Centriste convaincu, Barnier semblait de plus en plus en décalage avec sa famille gaulliste, récemment rebaptisée la Droite républicaine.

Contrairement à l’élite technocratique parisienne qui entoure Macron, Barnier est un fier Savoyard des Alpes françaises qui évoque fréquemment son rôle dans l’organisation des Jeux olympiques d’hiver de 1992 à Albertville.

Michel Barnier, deuxième à partir de la gauche, lorsqu'il était coprésident du comité d'organisation des Jeux olympiques d'hiver de 1992 à Albertville, en France
Michel Barnier, deuxième à partir de la gauche, lorsqu’il était coprésident du comité d’organisation des Jeux olympiques d’hiver de 1992 à Albertville, en France © Dimitri Lundt/Corbis/VCG/Getty Images
Michel Barnier est connu pour être bien préparé aux réunions, se présentant souvent avec des cartes colorées, comme il l'a fait lors d'une audience avec le pape Benoît XVI en 2013.
Michel Barnier est connu pour être bien préparé aux réunions, se présentant souvent avec des cartes colorées, comme il l’a fait lors d’une audience avec le pape Benoît XVI en 2013.

Bien qu’il ne soit pas le nom le plus connu du grand public français, il s’est présenté à l’investiture du parti pour la présidentielle de 2021 grâce à son succès au Brexit, mais il a terminé à une troisième place décevante.

Durant cette campagne, il a appelé la France à ignorer le droit européen et international et à imposer un moratoire sur l’immigration. Certains à Bruxelles ont considéré son intervention comme cynique et opportuniste, mais il a déclaré au Financial Times l’année dernière qu’il essayait de répondre au type d’inquiétude publique qui a motivé le vote de sortie du Royaume-Uni.

Parviendra-t-il à trouver un terrain d’entente avec Le Pen ? Ses proches affirment que Barnier a toujours été clairement opposé à l’extrême droite tout au long de sa carrière politique.

Dans une interview au FT, Barnier a déclaré qu’il pensait que Le Pen n’avait jamais abandonné son désir profond de faire sortir la France de l’UE, même si elle avait atténué son euroscepticisme lors des récentes campagnes électorales.

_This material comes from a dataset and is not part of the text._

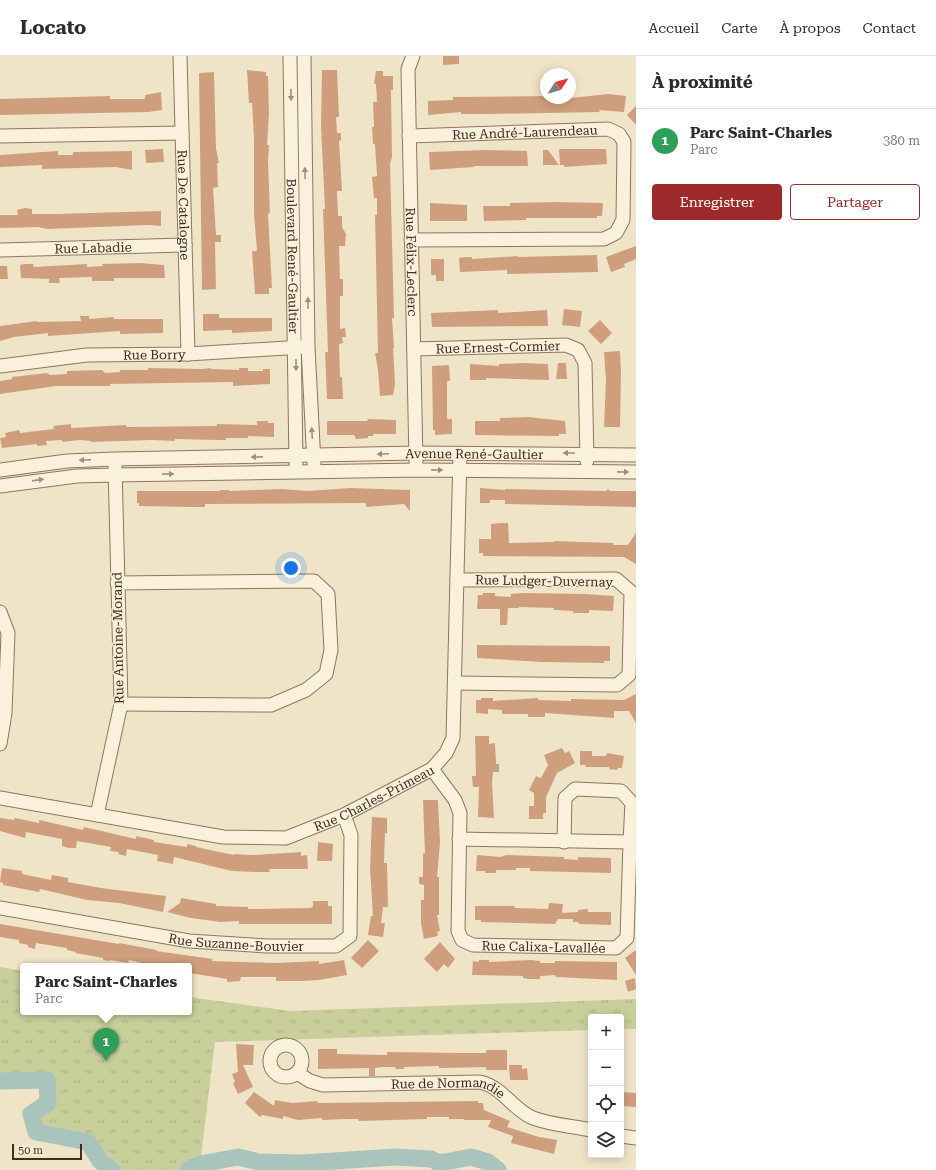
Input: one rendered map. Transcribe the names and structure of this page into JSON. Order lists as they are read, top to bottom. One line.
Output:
{"streets":{"street":["Rue André-Laurendeau","Rue De Catalogne","Rue Labadie","Boulevard René-Gaultier","Rue Félix-Leclerc","Rue Ernest-Cormier","Rue Borry","Avenue René-Gaultier","Rue Ludger-Duvernay","Rue Antoine-Morand","Rue Charles-Primeau","Rue Suzanne-Bouvier","Rue Calixa-Lavallée","Rue de Normandie"]},"crossings":[["Rue André-Laurendeau","Rue Félix-Leclerc"],["Rue De Catalogne","Rue Labadie"],["Rue De Catalogne","Rue Borry"],["Boulevard René-Gaultier","Rue Borry"],["Boulevard René-Gaultier","Avenue René-Gaultier"],["Rue Félix-Leclerc","Rue Ernest-Cormier"],["Rue Félix-Leclerc","Avenue René-Gaultier"],["Rue Ernest-Cormier","Avenue René-Gaultier"],["Avenue René-Gaultier","Rue Charles-Primeau"],["Rue Ludger-Duvernay","Rue Charles-Primeau"],["Rue Antoine-Morand","Rue Charles-Primeau"],["Rue Charles-Primeau","Rue Suzanne-Bouvier"],["Rue Charles-Primeau","Rue Calixa-Lavallée"]],"scale_bar":"50 m","north":"top right","page":{"header":"Locato","nav":["Accueil","Carte","À propos","Contact"],"heading":"À proximité","list":[{"mark":"1","name":"Parc Saint-Charles","note":"Parc","value":"380 m"}],"buttons":["Enregistrer","Partager"],"popup":["Parc Saint-Charles","Parc"],"map_buttons":["+","−"],"pins":"1","scale":"50 m"}}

« Elle est capable… de cacher ce qu’elle veut faire », a-t-il déclaré.

Macron a dissous le Parlement en juin pour tenter de contrecarrer la montée de l’extrême droite. Paradoxalement, Le Pen est désormais devenue une faiseuse de rois au sein de l’Assemblée. Puisque la gauche s’est engagée à rejeter les candidats de droite au poste de Premier ministre, elle peut déterminer si Barnier survivra.

Même si elle choisit de ne pas voter contre son gouvernement, le soutien de son parti, le RN, qui a plus de sièges au Parlement que le camp centriste de Macron, sera nécessaire pour la prochaine tâche urgente à accomplir : les négociations en octobre pour adopter un budget pour 2025 et pour toutes les priorités législatives ultérieures.

L’ancien président socialiste François Hollande a résumé la colère de la gauche en déclarant aux journalistes que Barnier avait « eu besoin d’une sorte de bénédiction du RN » pour obtenir le poste — tout en louant les qualités personnelles de Barnier.

Dans les prochains jours, Barnier choisira un cabinet, et le nouveau Premier ministre présentera ses plans dans un discours au Parlement avant de se lancer dans la première épreuve décisive de son mandat.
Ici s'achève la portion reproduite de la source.